Ninja Thyberg’s hard-hitting debut feature film Pleasure neither condemns or glamourizes the billion-dollar porn industry, but shows it for what it is. The Swedish filmmaker auditioned approximately 1000 people before casting newcomer Sofia Kappel for the starring role of Bella Cherry, a young woman determined to be the next big porn star. The time she spent to find the right Bella paid off.

Kappel was bartending at a club in Stockholm when her manager suggested she might be the right fit for the role. “I was in therapy for body dysmorphic disorder. And one of the things you do to kind of deal with that is that you write long lists of situations that make you feel uncomfortable or uneasy and then you put yourself through them,” she tells me, explaining how she ended up auditioning. “My initial thought was absolutely not. So I said yes.”

It’s astonishing how compelling Kappel is in the role. From her body language to the way she can communicate so much loneliness and desperation with just her eyes, her performance is outstanding. You’d never know that she’d never acted before. 

For those of us born in the 70s and 80s, porn was not something that was easily consumed in our coming-of-age years. I remember being about 17 when I decided to purchase a PLAYBOY from my local convenience store. I bought it to share with my girlfriends. We opened the pages and sort of screamed at the giant dicks and then threw the magazine across the room and cackled with laughter. But kids born after the onset of the internet have had a very different experience growing up. Porn is everywhere. 

“Porn was a huge part of sexual education not only for me, but for a lot of people of my generation, and the way that we reproduce things that we consume, especially when we’re not being taught how to consume things, can be very harmful to us. It felt like a story that wasn’t only about the adult industry but also about what it’s like being a young female,” says Kappel, who was 19 when she first read the script. She shares how collaborative the working relationship was with Thyberg, and how keen the director was to understand Kappel’s perspective, as someone much younger. Ensuring that the material was authentic was paramount, as was creating a comfortable and safe environment on set.

Right from the get go, the film is explicit. True to the industry, Bella’s career moves fast, starting with 1:1 sex scenes with older men and quickly escalating to group sex, double penetration, to extreme choking porn (an entire genre that is violent and deeply disturbing).  

“My biggest fear before I talked to Ninja was am I auditioning for a movie that’s going to be exploitive towards me? In my opinion, it is not at all. There’s very little focus on my body and the only part of the film that actually is a very full frontal vagina, that’s not me. It’s actually Ninja.”

In 2018, when Pleasure was filmed, intimacy coordinators were not as common a role on set, so Thyberg took on both the role of director and intimacy coordinator. While there is a lot of nudity in the film, Kappel makes it clear that she was rarely naked. “I would wear privacy patches or I would wear underwear. For a lot of scenes I actually wear pants or shorts because they only filmed waist up.” 

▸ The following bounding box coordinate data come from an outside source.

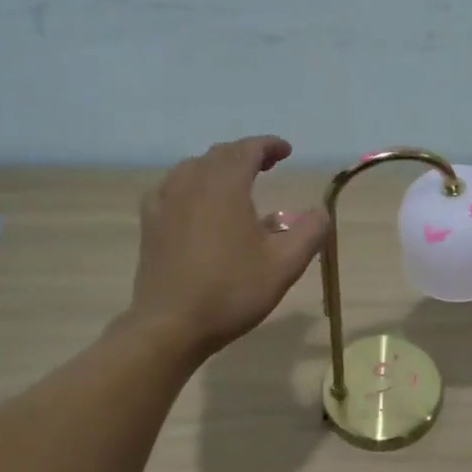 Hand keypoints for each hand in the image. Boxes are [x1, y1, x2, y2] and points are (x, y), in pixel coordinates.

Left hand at [128, 136, 329, 357]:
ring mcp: (165, 203)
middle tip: (267, 165)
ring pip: (192, 168)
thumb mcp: (285, 265)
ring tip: (234, 182)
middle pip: (219, 155)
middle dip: (245, 154)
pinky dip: (190, 185)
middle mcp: (191, 184)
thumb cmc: (232, 291)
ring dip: (217, 167)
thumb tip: (321, 212)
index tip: (286, 151)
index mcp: (225, 186)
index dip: (268, 145)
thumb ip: (309, 233)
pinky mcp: (150, 224)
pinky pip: (171, 188)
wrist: (171, 326)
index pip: (247, 150)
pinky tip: (195, 203) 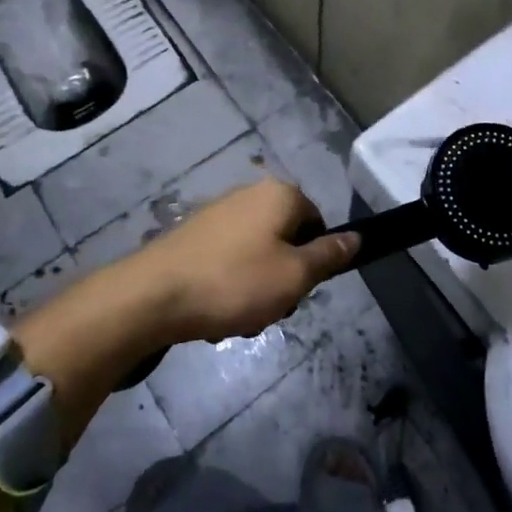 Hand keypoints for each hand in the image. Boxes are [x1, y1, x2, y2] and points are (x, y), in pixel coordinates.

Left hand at [134, 179, 360, 343]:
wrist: (153, 295)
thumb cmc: (234, 283)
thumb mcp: (294, 276)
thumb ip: (329, 255)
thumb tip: (358, 237)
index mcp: (279, 195)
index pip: (318, 223)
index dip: (315, 260)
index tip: (299, 290)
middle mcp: (249, 194)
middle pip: (286, 240)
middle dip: (282, 278)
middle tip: (269, 308)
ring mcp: (218, 213)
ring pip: (256, 255)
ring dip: (255, 289)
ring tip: (237, 317)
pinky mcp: (194, 234)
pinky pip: (227, 261)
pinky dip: (227, 286)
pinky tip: (214, 312) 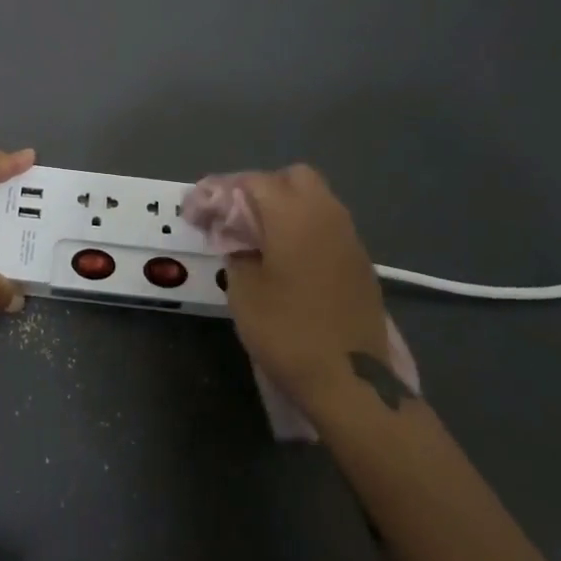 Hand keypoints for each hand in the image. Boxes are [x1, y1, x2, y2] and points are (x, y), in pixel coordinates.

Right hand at [222, 165, 394, 415]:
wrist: (352, 382)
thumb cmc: (288, 331)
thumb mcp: (243, 290)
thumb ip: (235, 249)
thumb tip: (235, 234)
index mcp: (292, 213)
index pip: (251, 181)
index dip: (221, 191)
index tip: (200, 211)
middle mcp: (325, 213)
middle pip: (293, 178)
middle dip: (263, 189)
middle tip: (239, 219)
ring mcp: (349, 237)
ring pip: (316, 200)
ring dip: (287, 208)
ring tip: (261, 239)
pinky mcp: (361, 262)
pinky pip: (328, 226)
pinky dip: (306, 230)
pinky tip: (290, 260) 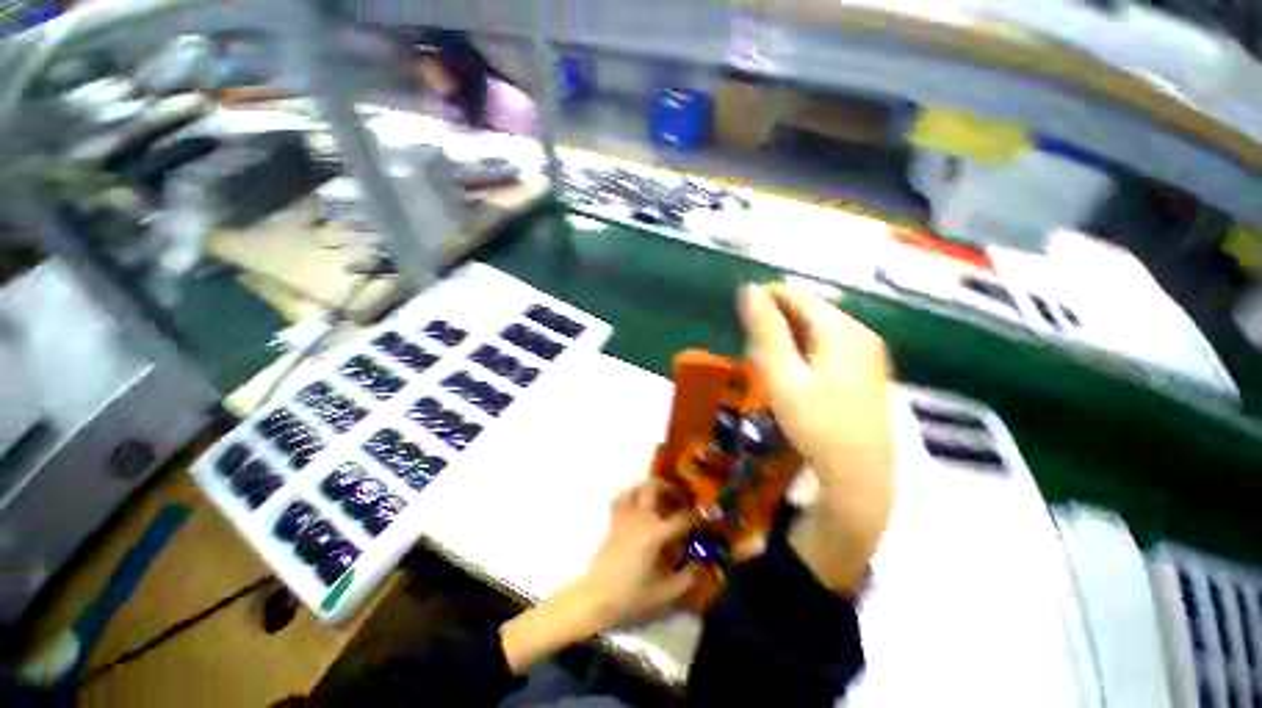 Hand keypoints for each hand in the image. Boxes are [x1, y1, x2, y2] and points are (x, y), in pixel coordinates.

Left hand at [577, 481, 697, 628]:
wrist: (595, 598)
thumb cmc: (630, 597)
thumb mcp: (663, 594)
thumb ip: (685, 580)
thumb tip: (699, 568)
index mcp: (655, 533)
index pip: (681, 518)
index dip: (695, 516)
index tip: (704, 517)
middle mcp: (640, 518)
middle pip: (652, 486)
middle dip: (667, 487)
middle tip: (678, 498)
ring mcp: (624, 518)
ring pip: (633, 488)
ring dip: (646, 488)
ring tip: (657, 499)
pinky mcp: (613, 523)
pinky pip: (620, 500)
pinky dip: (629, 496)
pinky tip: (636, 508)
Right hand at [738, 284, 895, 594]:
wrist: (858, 475)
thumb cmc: (815, 423)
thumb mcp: (781, 374)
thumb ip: (765, 329)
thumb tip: (748, 290)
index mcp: (842, 329)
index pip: (797, 295)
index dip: (766, 296)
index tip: (739, 308)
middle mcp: (860, 333)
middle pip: (811, 309)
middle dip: (776, 314)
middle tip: (747, 333)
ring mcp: (868, 352)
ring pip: (819, 327)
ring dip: (788, 330)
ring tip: (762, 348)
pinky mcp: (866, 371)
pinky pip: (828, 344)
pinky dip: (804, 345)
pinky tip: (790, 363) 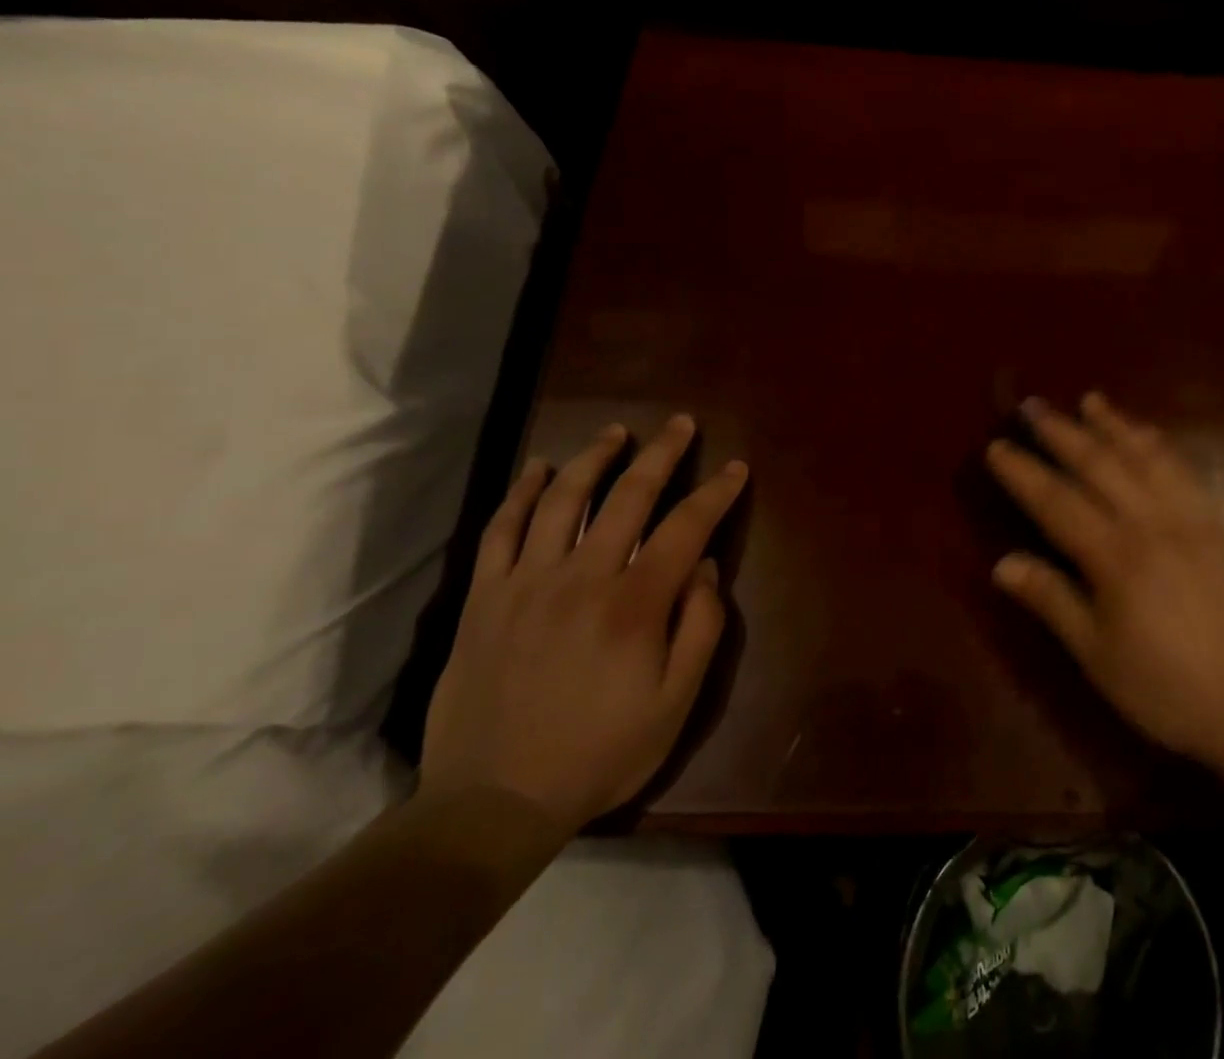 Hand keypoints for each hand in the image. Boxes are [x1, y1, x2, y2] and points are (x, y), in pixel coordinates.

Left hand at [421, 417, 745, 832]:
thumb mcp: (675, 704)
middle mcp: (583, 577)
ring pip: (564, 499)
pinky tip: (537, 468)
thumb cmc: (599, 753)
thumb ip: (700, 628)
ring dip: (594, 457)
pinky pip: (502, 530)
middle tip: (680, 423)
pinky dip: (521, 493)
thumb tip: (703, 567)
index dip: (715, 492)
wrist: (493, 802)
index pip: (686, 527)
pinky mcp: (486, 597)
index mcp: (634, 604)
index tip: (735, 468)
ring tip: (617, 432)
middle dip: (662, 453)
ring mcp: (528, 582)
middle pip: (629, 495)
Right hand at [985, 393, 1223, 792]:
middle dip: (1062, 432)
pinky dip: (1159, 445)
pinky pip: (1184, 471)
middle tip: (1033, 405)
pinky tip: (1146, 434)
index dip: (1023, 472)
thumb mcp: (1097, 655)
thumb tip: (1001, 563)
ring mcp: (1189, 519)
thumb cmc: (1165, 689)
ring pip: (1144, 457)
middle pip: (1098, 464)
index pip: (1056, 501)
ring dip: (1114, 425)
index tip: (997, 446)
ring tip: (1090, 400)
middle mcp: (1151, 524)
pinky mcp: (1216, 525)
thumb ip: (1052, 600)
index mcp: (1115, 558)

Boundaries were clear, and for a particularly rough scene with two men, the actor had a friend fly in from Sweden to LA to help her feel more at ease, and Thyberg ensured that at any moment she was uncomfortable, they’d stop filming. “Revika, who plays Joy, was also there for that scene and their only job was to look at me and if I ever made eye contact with them that meant cut.”

Thyberg’s journey to make Pleasure is as fascinating as Kappel’s. As a teenager, Thyberg was a known anti-porn activist in Sweden. Her short film Pleasure (2013), also about the grim reality of life on a porn set, and the ways that actors prepare their bodies for painful scenes, played at the Sundance Film Festival and received the Canal Plus Award at Cannes Film Festival Critics’ Week. Years before casting Kappel, she spent a significant amount of time exploring the porn world in LA—the ensemble cast in Pleasure are all adults working in sex entertainment, and will be familiar to regular consumers of porn.

For both Thyberg and Kappel, spending time getting to know the people working in the industry was eye-opening. “I had a lot of prejudice. I had this idea that especially females in the adult industry are broken or traumatized. And when I got to the set, I realized very quickly that I was wrong,” says Kappel, explaining how she met women with PhDs who choose to do porn for work. “Ninja’s a genius. I think I could go on and on and on about what her mission was and what intrigued me with it, but I think a lot of it has to do with being a woman and sexuality and sexual education.”

Taking on the role of Bella was transformative for Kappel, who credits the project for helping her overcome a lot of insecurities. “This movie helped me overcome a lot of the issues I was dealing with a couple years ago. I used to be an expert in limiting myself as to what I was capable of doing and I’m not an expert in doing that anymore. Ninja was the one who helped me prove that I was capable of doing a lot more than I ever thought and imagined that I could. I am so proud of this movie and I am so proud of my performance in this film.” She should be—it is a challenging role to play, even for the most experienced actor, and Kappel is magnificent.


Pleasure opens in theatres across Canada on May 20.